SpaceX's active test program began in late 2012 with testing low-altitude, low-speed aspects of the landing technology. Grasshopper and the Falcon 9 Reusable Development Vehicles (F9R Dev) were experimental technology-demonstrator reusable rockets that performed vertical takeoffs and landings. DragonFly is a test vehicle to develop propulsive and propulsive-assist landing technologies in a series of low-altitude flight tests planned to be conducted in 2015–2016.[118]

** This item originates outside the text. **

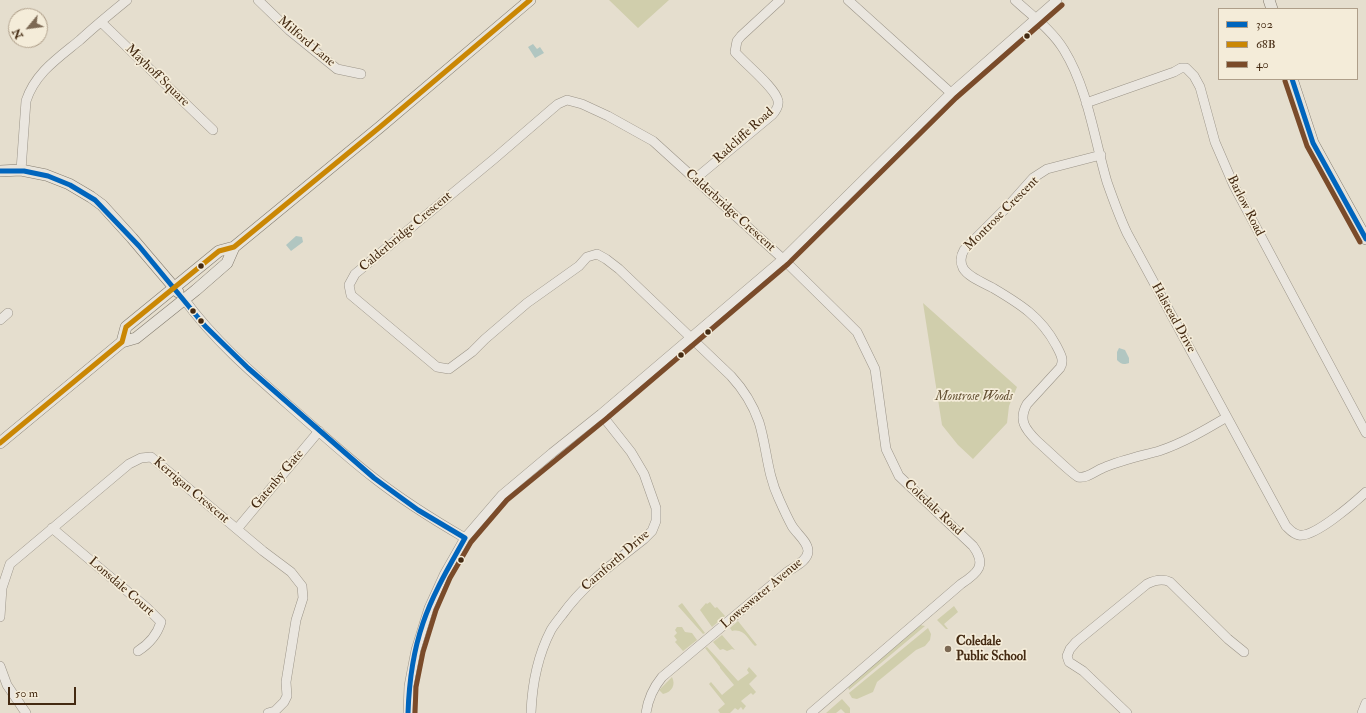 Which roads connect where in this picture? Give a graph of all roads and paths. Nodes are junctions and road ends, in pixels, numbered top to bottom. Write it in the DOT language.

High-velocity, high-altitude aspects of the booster atmospheric return technology began testing in late 2013 and have continued through 2016. SpaceX has been improving the autonomous landing and recovery of the first stage of the Falcon 9 launch vehicle, with steadily increasing success. As a result of Elon Musk's goal of crafting more cost-effective launch vehicles, SpaceX conceived a method to reuse the first stage of their primary rocket, the Falcon 9,[119] by attempting propulsive vertical landings on solid surfaces. Once the company determined that soft landings were feasible by touching down over the Atlantic and Pacific Ocean, they began landing attempts on a solid platform. SpaceX leased and modified several barges to sit out at sea as a target for the returning first stage, converting them to autonomous spaceport drone ships (ASDS). SpaceX first achieved a successful landing and recovery of a first stage in December 2015,[120] and in April 2016, the first stage booster first successfully landed on the ASDS Of Course I Still Love You.[121][122]

SpaceX continues to carry out first stage landings on every orbital launch that fuel margins allow. By October 2016, following the successful landings, SpaceX indicated they were offering their customers a ten percent price discount if they choose to fly their payload on a reused Falcon 9 first stage.[123] On March 30, 2017, SpaceX launched a "flight-proven" Falcon 9 for the SES-10 mission. This was the first time a re-launch of a payload-carrying orbital rocket went back to space.[124][58] The first stage was recovered and landed on the ASDS Of Course I Still Love You in the Atlantic Ocean, also making it the first landing of a reused orbital class rocket. Elon Musk called the achievement an "incredible milestone in the history of space."[125][126]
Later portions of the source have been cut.